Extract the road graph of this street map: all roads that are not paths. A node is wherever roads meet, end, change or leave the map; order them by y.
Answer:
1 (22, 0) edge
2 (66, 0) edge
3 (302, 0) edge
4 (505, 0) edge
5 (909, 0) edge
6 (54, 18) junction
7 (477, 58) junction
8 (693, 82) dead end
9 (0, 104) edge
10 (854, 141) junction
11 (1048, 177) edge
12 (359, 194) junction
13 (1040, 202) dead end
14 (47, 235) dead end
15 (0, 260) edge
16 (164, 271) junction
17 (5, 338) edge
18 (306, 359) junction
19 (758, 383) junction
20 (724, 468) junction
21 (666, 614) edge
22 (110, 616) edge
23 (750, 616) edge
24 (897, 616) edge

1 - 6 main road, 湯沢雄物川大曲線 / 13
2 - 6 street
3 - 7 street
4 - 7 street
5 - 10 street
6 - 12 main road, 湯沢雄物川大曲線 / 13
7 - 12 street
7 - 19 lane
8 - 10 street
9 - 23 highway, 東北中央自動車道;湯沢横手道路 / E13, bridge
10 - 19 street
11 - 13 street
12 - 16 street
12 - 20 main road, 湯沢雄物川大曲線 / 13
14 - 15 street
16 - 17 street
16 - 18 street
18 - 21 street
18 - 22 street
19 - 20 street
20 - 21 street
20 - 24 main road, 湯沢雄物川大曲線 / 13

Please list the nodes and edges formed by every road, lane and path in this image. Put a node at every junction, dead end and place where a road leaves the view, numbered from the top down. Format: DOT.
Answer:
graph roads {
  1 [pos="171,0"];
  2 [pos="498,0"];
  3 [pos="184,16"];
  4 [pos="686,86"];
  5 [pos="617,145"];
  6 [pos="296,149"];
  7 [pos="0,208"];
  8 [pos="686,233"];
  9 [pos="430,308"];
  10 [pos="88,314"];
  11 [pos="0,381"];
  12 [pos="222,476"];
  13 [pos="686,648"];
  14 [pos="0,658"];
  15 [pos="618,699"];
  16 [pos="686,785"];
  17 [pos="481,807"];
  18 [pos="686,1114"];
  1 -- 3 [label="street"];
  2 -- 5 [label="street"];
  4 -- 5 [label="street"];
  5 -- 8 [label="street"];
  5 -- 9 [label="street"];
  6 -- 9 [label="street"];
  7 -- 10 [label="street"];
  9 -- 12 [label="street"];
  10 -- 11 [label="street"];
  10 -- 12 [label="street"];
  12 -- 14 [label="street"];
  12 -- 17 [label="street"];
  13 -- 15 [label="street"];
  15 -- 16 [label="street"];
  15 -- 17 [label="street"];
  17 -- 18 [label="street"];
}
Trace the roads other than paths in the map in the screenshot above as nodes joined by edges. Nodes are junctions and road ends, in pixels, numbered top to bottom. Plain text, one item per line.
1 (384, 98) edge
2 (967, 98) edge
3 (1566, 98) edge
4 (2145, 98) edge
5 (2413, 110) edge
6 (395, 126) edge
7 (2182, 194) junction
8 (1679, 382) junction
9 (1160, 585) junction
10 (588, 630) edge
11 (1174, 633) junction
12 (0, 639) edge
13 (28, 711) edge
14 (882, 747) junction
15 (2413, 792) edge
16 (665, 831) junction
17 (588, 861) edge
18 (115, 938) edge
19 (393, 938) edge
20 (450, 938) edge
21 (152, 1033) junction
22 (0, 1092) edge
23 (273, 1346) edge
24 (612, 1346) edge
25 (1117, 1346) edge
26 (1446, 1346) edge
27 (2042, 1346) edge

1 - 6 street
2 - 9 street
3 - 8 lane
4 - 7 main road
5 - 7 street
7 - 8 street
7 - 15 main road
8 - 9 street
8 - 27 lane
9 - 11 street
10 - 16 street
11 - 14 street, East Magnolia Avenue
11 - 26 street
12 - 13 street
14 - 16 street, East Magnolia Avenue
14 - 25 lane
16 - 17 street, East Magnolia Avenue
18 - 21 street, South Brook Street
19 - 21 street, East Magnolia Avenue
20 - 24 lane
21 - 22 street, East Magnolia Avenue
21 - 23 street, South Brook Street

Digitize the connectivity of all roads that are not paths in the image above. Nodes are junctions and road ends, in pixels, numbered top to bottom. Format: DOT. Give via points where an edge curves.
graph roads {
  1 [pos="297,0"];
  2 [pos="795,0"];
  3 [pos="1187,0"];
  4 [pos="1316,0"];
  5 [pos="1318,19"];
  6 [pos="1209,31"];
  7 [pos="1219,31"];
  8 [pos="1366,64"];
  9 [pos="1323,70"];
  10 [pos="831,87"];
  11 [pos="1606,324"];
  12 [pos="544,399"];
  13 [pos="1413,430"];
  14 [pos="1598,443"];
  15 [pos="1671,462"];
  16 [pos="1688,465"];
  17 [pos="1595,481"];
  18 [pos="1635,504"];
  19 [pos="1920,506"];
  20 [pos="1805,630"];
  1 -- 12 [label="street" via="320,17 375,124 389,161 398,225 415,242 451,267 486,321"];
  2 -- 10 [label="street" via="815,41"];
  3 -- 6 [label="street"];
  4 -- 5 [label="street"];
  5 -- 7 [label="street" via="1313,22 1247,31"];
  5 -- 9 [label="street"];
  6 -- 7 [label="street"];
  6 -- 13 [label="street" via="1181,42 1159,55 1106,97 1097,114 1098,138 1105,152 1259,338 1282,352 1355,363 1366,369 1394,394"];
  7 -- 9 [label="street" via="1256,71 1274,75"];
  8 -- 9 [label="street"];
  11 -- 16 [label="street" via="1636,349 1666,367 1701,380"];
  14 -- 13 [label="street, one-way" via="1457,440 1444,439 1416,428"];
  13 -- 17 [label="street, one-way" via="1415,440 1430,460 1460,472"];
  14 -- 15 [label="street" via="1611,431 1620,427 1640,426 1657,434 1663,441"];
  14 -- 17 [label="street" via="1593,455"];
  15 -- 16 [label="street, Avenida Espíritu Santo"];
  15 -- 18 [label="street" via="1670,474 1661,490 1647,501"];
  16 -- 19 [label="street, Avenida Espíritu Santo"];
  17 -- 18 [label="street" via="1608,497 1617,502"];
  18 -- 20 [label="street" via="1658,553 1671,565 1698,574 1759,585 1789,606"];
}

──────────────────────────────

## Exercise aim
Copy out the whole listing above, leaving each line exactly as it stands.

## Answer to the exercise
Extract the road graph of this street map: all roads that are not paths. A node is wherever roads meet, end, change or leave the map; order them by y.
Answer:
1 (22, 0) edge
2 (66, 0) edge
3 (302, 0) edge
4 (505, 0) edge
5 (909, 0) edge
6 (54, 18) junction
7 (477, 58) junction
8 (693, 82) dead end
9 (0, 104) edge
10 (854, 141) junction
11 (1048, 177) edge
12 (359, 194) junction
13 (1040, 202) dead end
14 (47, 235) dead end
15 (0, 260) edge
16 (164, 271) junction
17 (5, 338) edge
18 (306, 359) junction
19 (758, 383) junction
20 (724, 468) junction
21 (666, 614) edge
22 (110, 616) edge
23 (750, 616) edge
24 (897, 616) edge

1 - 6 main road, 湯沢雄物川大曲線 / 13
2 - 6 street
3 - 7 street
4 - 7 street
5 - 10 street
6 - 12 main road, 湯沢雄物川大曲線 / 13
7 - 12 street
7 - 19 lane
8 - 10 street
9 - 23 highway, 東北中央自動車道;湯沢横手道路 / E13, bridge
10 - 19 street
11 - 13 street
12 - 16 street
12 - 20 main road, 湯沢雄物川大曲線 / 13
14 - 15 street
16 - 17 street
16 - 18 street
18 - 21 street
18 - 22 street
19 - 20 street
20 - 21 street
20 - 24 main road, 湯沢雄物川大曲線 / 13

Please list the nodes and edges formed by every road, lane and path in this image. Put a node at every junction, dead end and place where a road leaves the view, numbered from the top down. Format: DOT.
Answer:
graph roads {
  1 [pos="171,0"];
  2 [pos="498,0"];
  3 [pos="184,16"];
  4 [pos="686,86"];
  5 [pos="617,145"];
  6 [pos="296,149"];
  7 [pos="0,208"];
  8 [pos="686,233"];
  9 [pos="430,308"];
  10 [pos="88,314"];
  11 [pos="0,381"];
  12 [pos="222,476"];
  13 [pos="686,648"];
  14 [pos="0,658"];
  15 [pos="618,699"];
  16 [pos="686,785"];
  17 [pos="481,807"];
  18 [pos="686,1114"];
  1 -- 3 [label="street"];
  2 -- 5 [label="street"];
  4 -- 5 [label="street"];
  5 -- 8 [label="street"];
  5 -- 9 [label="street"];
  6 -- 9 [label="street"];
  7 -- 10 [label="street"];
  9 -- 12 [label="street"];
  10 -- 11 [label="street"];
  10 -- 12 [label="street"];
  12 -- 14 [label="street"];
  12 -- 17 [label="street"];
  13 -- 15 [label="street"];
  15 -- 16 [label="street"];
  15 -- 17 [label="street"];
  17 -- 18 [label="street"];
}
Trace the roads other than paths in the map in the screenshot above as nodes joined by edges. Nodes are junctions and road ends, in pixels, numbered top to bottom. Plain text, one item per line.
1 (384, 98) edge
2 (967, 98) edge
3 (1566, 98) edge
4 (2145, 98) edge
5 (2413, 110) edge
6 (395, 126) edge
7 (2182, 194) junction
8 (1679, 382) junction
9 (1160, 585) junction
10 (588, 630) edge
11 (1174, 633) junction
12 (0, 639) edge
13 (28, 711) edge
14 (882, 747) junction
15 (2413, 792) edge
16 (665, 831) junction
17 (588, 861) edge
18 (115, 938) edge
19 (393, 938) edge
20 (450, 938) edge
21 (152, 1033) junction
22 (0, 1092) edge
23 (273, 1346) edge
24 (612, 1346) edge
25 (1117, 1346) edge
26 (1446, 1346) edge
27 (2042, 1346) edge

1 - 6 street
2 - 9 street
3 - 8 lane
4 - 7 main road
5 - 7 street
7 - 8 street
7 - 15 main road
8 - 9 street
8 - 27 lane
9 - 11 street
10 - 16 street
11 - 14 street, East Magnolia Avenue
11 - 26 street
12 - 13 street
14 - 16 street, East Magnolia Avenue
14 - 25 lane
16 - 17 street, East Magnolia Avenue
18 - 21 street, South Brook Street
19 - 21 street, East Magnolia Avenue
20 - 24 lane
21 - 22 street, East Magnolia Avenue
21 - 23 street, South Brook Street

Digitize the connectivity of all roads that are not paths in the image above. Nodes are junctions and road ends, in pixels, numbered top to bottom. Format: DOT. Give via points where an edge curves.
graph roads {
  1 [pos="297,0"];
  2 [pos="795,0"];
  3 [pos="1187,0"];
  4 [pos="1316,0"];
  5 [pos="1318,19"];
  6 [pos="1209,31"];
  7 [pos="1219,31"];
  8 [pos="1366,64"];
  9 [pos="1323,70"];
  10 [pos="831,87"];
  11 [pos="1606,324"];
  12 [pos="544,399"];
  13 [pos="1413,430"];
  14 [pos="1598,443"];
  15 [pos="1671,462"];
  16 [pos="1688,465"];
  17 [pos="1595,481"];
  18 [pos="1635,504"];
  19 [pos="1920,506"];
  20 [pos="1805,630"];
  1 -- 12 [label="street" via="320,17 375,124 389,161 398,225 415,242 451,267 486,321"];
  2 -- 10 [label="street" via="815,41"];
  3 -- 6 [label="street"];
  4 -- 5 [label="street"];
  5 -- 7 [label="street" via="1313,22 1247,31"];
  5 -- 9 [label="street"];
  6 -- 7 [label="street"];
  6 -- 13 [label="street" via="1181,42 1159,55 1106,97 1097,114 1098,138 1105,152 1259,338 1282,352 1355,363 1366,369 1394,394"];
  7 -- 9 [label="street" via="1256,71 1274,75"];
  8 -- 9 [label="street"];
  11 -- 16 [label="street" via="1636,349 1666,367 1701,380"];
  14 -- 13 [label="street, one-way" via="1457,440 1444,439 1416,428"];
  13 -- 17 [label="street, one-way" via="1415,440 1430,460 1460,472"];
  14 -- 15 [label="street" via="1611,431 1620,427 1640,426 1657,434 1663,441"];
  14 -- 17 [label="street" via="1593,455"];
  15 -- 16 [label="street, Avenida Espíritu Santo"];
  15 -- 18 [label="street" via="1670,474 1661,490 1647,501"];
  16 -- 19 [label="street, Avenida Espíritu Santo"];
  17 -- 18 [label="street" via="1608,497 1617,502"];
  18 -- 20 [label="street" via="1658,553 1671,565 1698,574 1759,585 1789,606"];
}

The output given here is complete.